-- Record set follows --

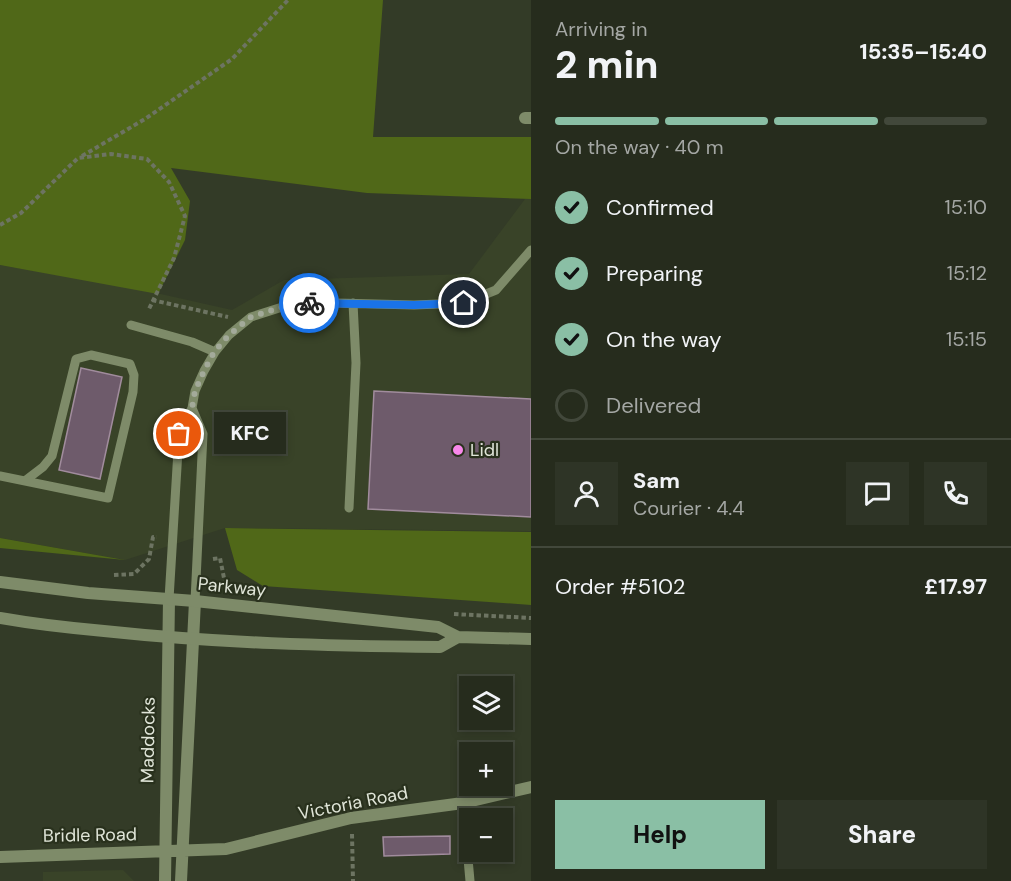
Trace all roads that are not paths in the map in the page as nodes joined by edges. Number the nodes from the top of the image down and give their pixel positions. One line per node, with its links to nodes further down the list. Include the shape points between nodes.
1 (531, 250): 2 (lane, via 496,290 464,303)
2 (353, 303): 4 (lane, via 298,302 251,317); 8 (lane, via 356,363)
3 (131, 325): 4 (lane)
4 (214, 352): 5 (lane, via 195,391)
5 (192, 408): 10 (lane, via 179,434); 11 (lane, via 203,434)
6 (0, 476): 7 (lane)
7 (26, 480): 7 (lane, via 108,498 133,392 130,364 91,356 75,359 52,456)
8 (350, 508)
9 (0, 582): 10 (street, Parkway)
10 (169, 599): 11 (street, Parkway); 14 (street, Maddocks)
11 (195, 601): 13 (street, Parkway, via 438,627); 16 (street)
12 (0, 618): 14 (street, Parkway)
13 (458, 637): 15 (street, Parkway); 16 (street, Parkway, via 440,647)
14 (167, 638): 16 (street, Parkway); 19 (street, Maddocks)
15 (531, 639)
16 (192, 640): 20 (street)
17 (531, 786): 18 (street, Victoria Road)
18 (464, 803): 20 (street, Victoria Road, via 351,818 226,849); 24 (lane)
19 (165, 852): 20 (street, Bridle Road); 21 (street, Bridle Road); 22 (street, Maddocks)
20 (182, 852): 23 (street)
21 (0, 857)
22 (165, 881)
23 (181, 881)
24 (470, 881)

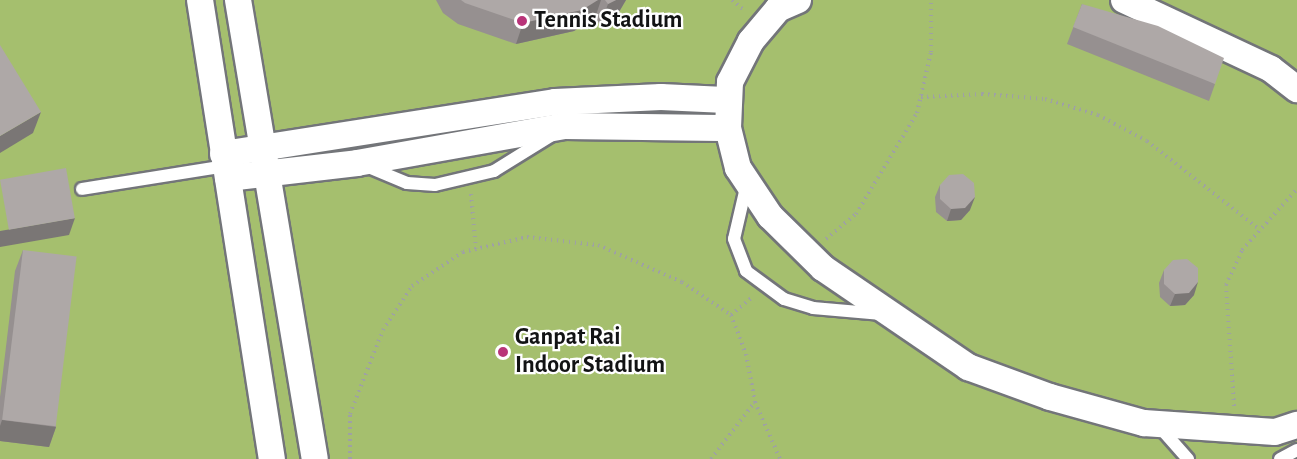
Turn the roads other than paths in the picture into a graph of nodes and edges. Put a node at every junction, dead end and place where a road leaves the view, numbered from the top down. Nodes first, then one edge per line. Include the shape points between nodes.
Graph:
1 (200, 0) edge
2 (238, 0) edge
3 (798, 0) edge
4 (1124, 0) edge
5 (1297, 89) edge
6 (725, 100) junction
7 (565, 126) junction
8 (728, 128) junction
9 (263, 148) junction
10 (357, 163) junction
11 (225, 166) junction
12 (265, 173) junction
13 (747, 181) junction
14 (82, 189) dead end
15 (886, 315) junction
16 (1156, 423) junction
17 (1297, 425) edge
18 (1297, 450) edge
19 (272, 459) edge
20 (315, 459) edge
21 (1188, 459) edge
22 (1280, 459) edge

1 - 11 street
2 - 9 street
3 - 6 street via 778,9 751,41
4 - 5 street via 1261,64
6 - 8 street
6 - 9 street via 650,97 555,102
7 - 8 street
7 - 10 street
7 - 10 lane via 520,158 470,178 406,183
8 - 13 street via 732,153
9 - 11 street
9 - 12 street
10 - 12 street
11 - 12 street
11 - 14 lane
11 - 19 street
12 - 20 street
13 - 15 street via 770,216 808,253
13 - 15 lane via 734,240 746,272 765,287 813,308
15 - 16 street via 969,367 1050,397
16 - 17 street via 1275,432
16 - 21 lane
18 - 22 lane

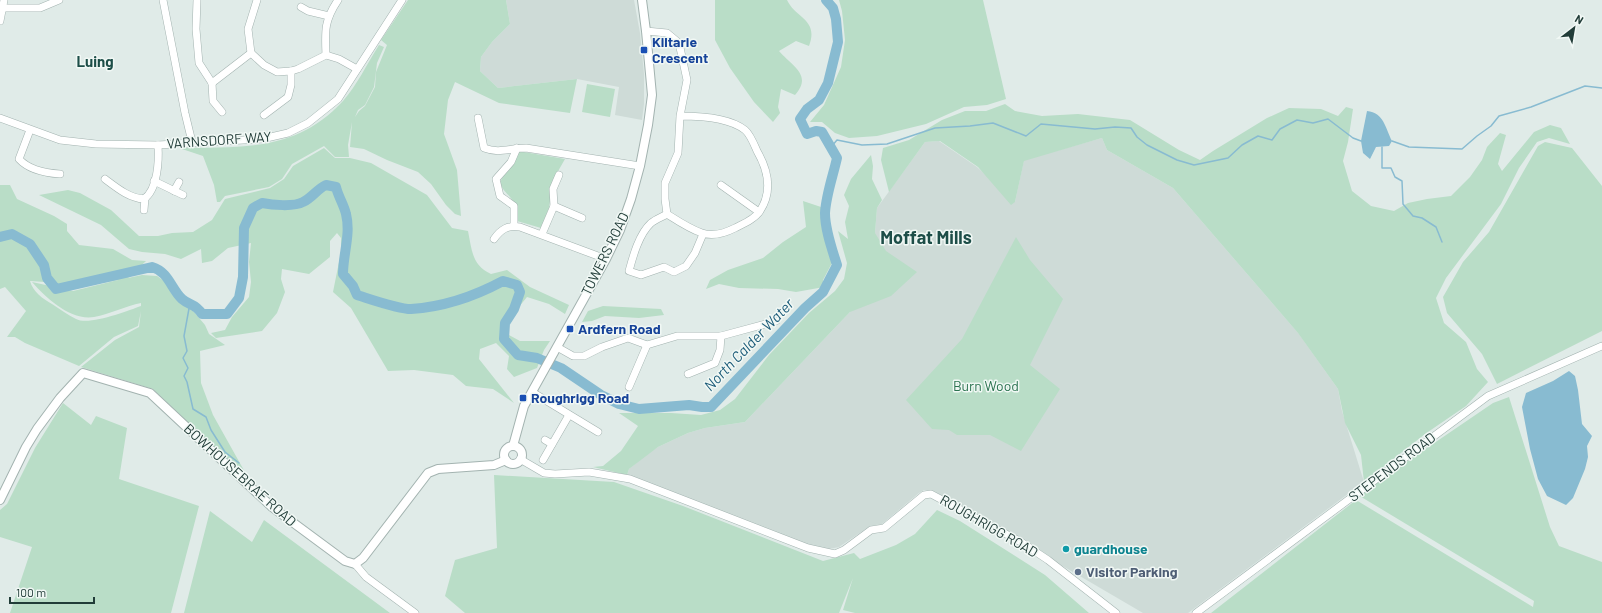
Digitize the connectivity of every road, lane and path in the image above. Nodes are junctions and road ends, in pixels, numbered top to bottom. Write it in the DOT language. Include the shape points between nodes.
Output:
graph roads {
  1 [pos="4,0"];
  2 [pos="59,0"];
  3 [pos="163,0"];
  4 [pos="197,0"];
  5 [pos="257,0"];
  6 [pos="338,0"];
  7 [pos="402,0"];
  8 [pos="642,0"];
  9 [pos="301,7"];
  10 [pos="3,8"];
  11 [pos="329,16"];
  12 [pos="0,21"];
  13 [pos="646,31"];
  14 [pos="252,53"];
  15 [pos="326,55"];
  16 [pos="357,69"];
  17 [pos="291,71"];
  18 [pos="212,83"];
  19 [pos="222,112"];
  20 [pos="264,115"];
  21 [pos="680,116"];
  22 [pos="0,118"];
  23 [pos="478,118"];
  24 [pos="30,130"];
  25 [pos="192,142"];
  26 [pos="158,145"];
  27 [pos="517,148"];
  28 [pos="640,166"];
  29 [pos="60,174"];
  30 [pos="559,175"];
  31 [pos="105,179"];
  32 [pos="154,181"];
  33 [pos="179,182"];
  34 [pos="721,186"];
  35 [pos="174,191"];
  36 [pos="183,195"];
  37 [pos="145,198"];
  38 [pos="554,206"];
  39 [pos="144,210"];
  40 [pos="760,212"];
  41 [pos="667,214"];
  42 [pos="582,218"];
  43 [pos="514,226"];
  44 [pos="542,234"];
  45 [pos="703,234"];
  46 [pos="494,239"];
  47 [pos="606,259"];
  48 [pos="776,321"];
  49 [pos="721,336"];
  50 [pos="647,345"];
  51 [pos="1602,346"];
  52 [pos="557,347"];
  53 [pos="688,374"];
  54 [pos="629,387"];
  55 [pos="532,392"];
  56 [pos="569,415"];
  57 [pos="598,432"];
  58 [pos="545,440"];
  59 [pos="552,444"];
  60 [pos="513,446"];
  61 [pos="520,459"];
  62 [pos="506,460"];
  63 [pos="543,460"];
  64 [pos="0,500"];
  65 [pos="355,564"];
  66 [pos="415,613"];
  67 [pos="1116,613"];
  68 [pos="1196,613"];
  1 -- 10 [label="street"];
  2 -- 10 [label="street" via="40,8"];
  3 -- 25 [label="street"];
  4 -- 18 [label="street" via="199,63"];
  5 -- 14 [label="street" via="248,29"];
  6 -- 11 [label="street"];
  7 -- 16 [label="street, VARNSDORF WAY"];
  8 -- 13 [label="street, TOWERS ROAD"];
  9 -- 11 [label="street"];
  10 -- 12 [label="street"];
  11 -- 15 [label="street" via="325,30"];
  13 -- 21 [label="street" via="667,32 679,43 687,80"];
  13 -- 28 [label="street, TOWERS ROAD" via="652,95"];
  14 -- 17 [label="street" via="264,65 277,72"];
  14 -- 18 [label="street"];
  15 -- 16 [label="street"];
  15 -- 17 [label="street"];
  16 -- 25 [label="street, VARNSDORF WAY" via="338,99 308,123 288,133 262,139"];
  17 -- 20 [label="street" via="288,97"];
  18 -- 19 [label="street" via="213,101"];
  21 -- 40 [label="street" via="733,122 746,131 762,158 769,180"];
  21 -- 41 [label="street" via="678,153 665,183 664,199"];
  22 -- 24 [label="street, VARNSDORF WAY"];
  23 -- 27 [label="street" via="484,148 494,152"];
  24 -- 26 [label="street, VARNSDORF WAY" via="60,140 96,144"];
  24 -- 29 [label="street" via="19,159 24,165"];
  25 -- 26 [label="street, VARNSDORF WAY"];
  26 -- 32 [label="street" via="159,167"];
  27 -- 28 [label="street"];
  27 -- 43 [label="street" via="511,162 496,180 500,196 514,206"];
  28 -- 47 [label="street, TOWERS ROAD" via="620,230"];
  30 -- 38 [label="street" via="552,189"];
  31 -- 37 [label="street" via="121,191 138,199"];
  32 -- 35 [label="street"];
  32 -- 37 [label="street"];
  33 -- 35 [label="street"];
  34 -- 40 [label="street"];
  35 -- 36 [label="street"];
  37 -- 39 [label="street"];
  38 -- 42 [label="street"];
  38 -- 44 [label="street"];
  40 -- 45 [label="street" via="747,222 721,234"];
  41 -- 45 [label="street"];
  41 -- 45 [label="street" via="651,224 641,238 629,271 642,274 664,267 674,272 686,266"];
  43 -- 44 [label="street"];
  43 -- 46 [label="street" via="500,231"];
  44 -- 47 [label="street"];
  47 -- 52 [label="street, TOWERS ROAD"];
  48 -- 49 [label="street"];
  49 -- 50 [label="street" via="677,336"];
  49 -- 53 [label="street" via="720,350 715,362"];
  50 -- 52 [label="street" via="628,338 584,356 573,356"];
  50 -- 54 [label="street"];
  51 -- 68 [label="street, STEPENDS ROAD" via="1488,396"];
  52 -- 55 [label="street, TOWERS ROAD"];
  55 -- 56 [label="street"];
  55 -- 60 [label="street, TOWERS ROAD" via="524,406"];
  56 -- 57 [label="street"];
  56 -- 59 [label="street"];
  58 -- 59 [label="street"];
  59 -- 63 [label="street"];
  60 -- 61 [label="street" via="521,451"];
  60 -- 62 [label="street" via="505,452"];
  61 -- 62 [label="street" via="513,464"];
  61 -- 67 [label="street, ROUGHRIGG ROAD" via="544,473 589,472 630,479 808,548 835,554 870,530 884,528 924,496 931,494 1021,542"];
  62 -- 65 [label="street" via="494,465 438,469 428,473 363,558"];
  64 -- 65 [label="street, BOWHOUSEBRAE ROAD" via="37,429 64,392 81,374 86,373 150,393 272,507 345,561"];
  65 -- 66 [label="street" via="366,577"];
}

-- Record set concluded --

Work order →
The answer should be a single number: how many lines in the records contain "Parkway".

Reply →
6